TASK GOAL: Whenever the word "Swami" shows up in a line of the data, copy that line.

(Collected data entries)
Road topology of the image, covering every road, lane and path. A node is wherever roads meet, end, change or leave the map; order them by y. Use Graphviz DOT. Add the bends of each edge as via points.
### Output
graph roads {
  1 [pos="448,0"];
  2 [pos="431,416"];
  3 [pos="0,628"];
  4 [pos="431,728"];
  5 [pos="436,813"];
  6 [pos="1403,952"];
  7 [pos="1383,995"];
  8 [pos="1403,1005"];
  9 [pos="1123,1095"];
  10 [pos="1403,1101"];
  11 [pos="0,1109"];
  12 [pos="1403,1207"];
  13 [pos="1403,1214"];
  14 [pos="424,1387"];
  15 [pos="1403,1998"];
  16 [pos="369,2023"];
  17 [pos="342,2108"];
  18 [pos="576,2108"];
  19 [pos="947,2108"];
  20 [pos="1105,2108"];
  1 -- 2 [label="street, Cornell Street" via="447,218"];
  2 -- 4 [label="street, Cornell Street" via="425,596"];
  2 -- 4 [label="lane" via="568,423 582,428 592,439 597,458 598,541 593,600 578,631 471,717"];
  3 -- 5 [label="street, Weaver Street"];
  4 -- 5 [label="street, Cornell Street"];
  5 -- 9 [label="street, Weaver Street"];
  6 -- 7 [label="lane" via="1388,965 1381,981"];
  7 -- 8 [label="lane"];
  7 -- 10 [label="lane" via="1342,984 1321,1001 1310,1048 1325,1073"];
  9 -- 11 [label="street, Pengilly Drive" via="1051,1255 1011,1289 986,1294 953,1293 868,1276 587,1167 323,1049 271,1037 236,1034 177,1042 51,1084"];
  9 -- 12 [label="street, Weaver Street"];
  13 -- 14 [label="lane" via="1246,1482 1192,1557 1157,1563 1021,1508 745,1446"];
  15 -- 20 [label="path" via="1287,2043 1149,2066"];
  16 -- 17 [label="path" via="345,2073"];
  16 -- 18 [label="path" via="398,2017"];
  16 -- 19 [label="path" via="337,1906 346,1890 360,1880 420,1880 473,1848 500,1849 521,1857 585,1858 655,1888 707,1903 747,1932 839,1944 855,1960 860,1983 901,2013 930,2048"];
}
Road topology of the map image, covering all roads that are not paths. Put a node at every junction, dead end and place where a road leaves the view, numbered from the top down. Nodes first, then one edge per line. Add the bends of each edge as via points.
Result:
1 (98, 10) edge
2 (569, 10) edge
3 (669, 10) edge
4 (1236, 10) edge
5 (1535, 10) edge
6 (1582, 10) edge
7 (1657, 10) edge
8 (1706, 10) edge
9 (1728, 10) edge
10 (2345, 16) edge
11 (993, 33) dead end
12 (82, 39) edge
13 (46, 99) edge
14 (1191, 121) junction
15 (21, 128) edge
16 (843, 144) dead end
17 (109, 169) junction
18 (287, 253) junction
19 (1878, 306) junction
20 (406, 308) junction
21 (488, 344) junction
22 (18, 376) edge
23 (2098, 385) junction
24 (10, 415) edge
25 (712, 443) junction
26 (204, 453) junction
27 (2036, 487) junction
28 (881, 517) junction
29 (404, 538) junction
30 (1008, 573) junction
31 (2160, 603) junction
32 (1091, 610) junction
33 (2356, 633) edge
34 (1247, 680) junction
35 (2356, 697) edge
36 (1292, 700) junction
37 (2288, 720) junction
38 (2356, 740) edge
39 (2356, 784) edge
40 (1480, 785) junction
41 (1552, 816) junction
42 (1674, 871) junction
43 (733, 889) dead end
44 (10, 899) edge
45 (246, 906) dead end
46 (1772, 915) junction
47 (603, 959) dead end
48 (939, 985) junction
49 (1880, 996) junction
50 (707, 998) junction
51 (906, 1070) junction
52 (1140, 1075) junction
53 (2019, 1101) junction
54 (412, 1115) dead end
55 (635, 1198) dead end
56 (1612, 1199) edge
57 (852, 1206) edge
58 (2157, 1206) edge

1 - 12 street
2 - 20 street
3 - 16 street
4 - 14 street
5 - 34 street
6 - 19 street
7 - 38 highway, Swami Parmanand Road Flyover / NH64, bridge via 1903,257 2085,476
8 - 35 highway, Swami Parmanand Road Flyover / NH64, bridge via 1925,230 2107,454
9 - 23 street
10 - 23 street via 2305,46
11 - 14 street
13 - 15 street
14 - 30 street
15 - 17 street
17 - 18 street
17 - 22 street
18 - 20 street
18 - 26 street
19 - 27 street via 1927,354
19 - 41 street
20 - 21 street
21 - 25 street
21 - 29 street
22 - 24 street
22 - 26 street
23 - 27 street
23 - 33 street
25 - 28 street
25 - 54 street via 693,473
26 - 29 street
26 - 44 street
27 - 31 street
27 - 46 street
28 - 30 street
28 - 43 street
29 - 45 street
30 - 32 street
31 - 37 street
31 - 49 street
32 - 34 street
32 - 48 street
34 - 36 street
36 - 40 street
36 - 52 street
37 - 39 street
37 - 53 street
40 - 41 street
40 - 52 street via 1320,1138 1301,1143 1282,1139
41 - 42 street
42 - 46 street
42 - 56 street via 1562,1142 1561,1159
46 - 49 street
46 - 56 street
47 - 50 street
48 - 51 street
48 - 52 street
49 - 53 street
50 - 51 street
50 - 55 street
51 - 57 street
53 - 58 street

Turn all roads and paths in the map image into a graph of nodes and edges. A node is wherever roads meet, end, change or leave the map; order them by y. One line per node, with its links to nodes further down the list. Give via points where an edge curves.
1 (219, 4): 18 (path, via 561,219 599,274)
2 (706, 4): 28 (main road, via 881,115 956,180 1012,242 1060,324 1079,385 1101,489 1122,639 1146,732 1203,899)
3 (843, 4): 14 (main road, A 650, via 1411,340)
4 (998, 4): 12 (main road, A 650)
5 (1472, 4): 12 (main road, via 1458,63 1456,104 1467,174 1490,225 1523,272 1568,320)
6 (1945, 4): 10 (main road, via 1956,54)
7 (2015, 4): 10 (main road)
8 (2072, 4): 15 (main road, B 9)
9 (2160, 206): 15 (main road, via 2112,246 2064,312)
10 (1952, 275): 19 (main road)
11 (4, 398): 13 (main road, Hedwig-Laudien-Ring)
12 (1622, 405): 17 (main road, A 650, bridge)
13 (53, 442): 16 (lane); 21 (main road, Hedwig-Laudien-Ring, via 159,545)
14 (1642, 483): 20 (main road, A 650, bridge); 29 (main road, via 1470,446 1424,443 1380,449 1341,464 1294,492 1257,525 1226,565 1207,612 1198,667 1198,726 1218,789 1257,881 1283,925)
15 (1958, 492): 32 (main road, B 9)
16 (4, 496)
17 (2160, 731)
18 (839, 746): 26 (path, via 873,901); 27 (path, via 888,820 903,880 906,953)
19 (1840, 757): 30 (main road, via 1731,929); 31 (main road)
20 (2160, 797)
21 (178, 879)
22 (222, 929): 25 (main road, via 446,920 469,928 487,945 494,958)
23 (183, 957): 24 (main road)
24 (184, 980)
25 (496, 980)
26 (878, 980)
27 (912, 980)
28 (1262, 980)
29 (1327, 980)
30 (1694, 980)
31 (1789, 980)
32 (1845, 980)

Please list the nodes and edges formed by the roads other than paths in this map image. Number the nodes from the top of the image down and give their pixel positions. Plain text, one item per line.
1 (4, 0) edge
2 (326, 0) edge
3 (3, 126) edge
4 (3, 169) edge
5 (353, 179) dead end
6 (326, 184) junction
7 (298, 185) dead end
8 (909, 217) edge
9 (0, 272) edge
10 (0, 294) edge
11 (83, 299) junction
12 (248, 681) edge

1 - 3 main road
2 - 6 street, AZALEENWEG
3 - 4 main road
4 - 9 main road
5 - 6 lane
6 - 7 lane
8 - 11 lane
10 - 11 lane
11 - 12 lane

ANSWER SPACE:
7 - 38 highway, Swami Parmanand Road Flyover / NH64, bridge via 1903,257 2085,476
8 - 35 highway, Swami Parmanand Road Flyover / NH64, bridge via 1925,230 2107,454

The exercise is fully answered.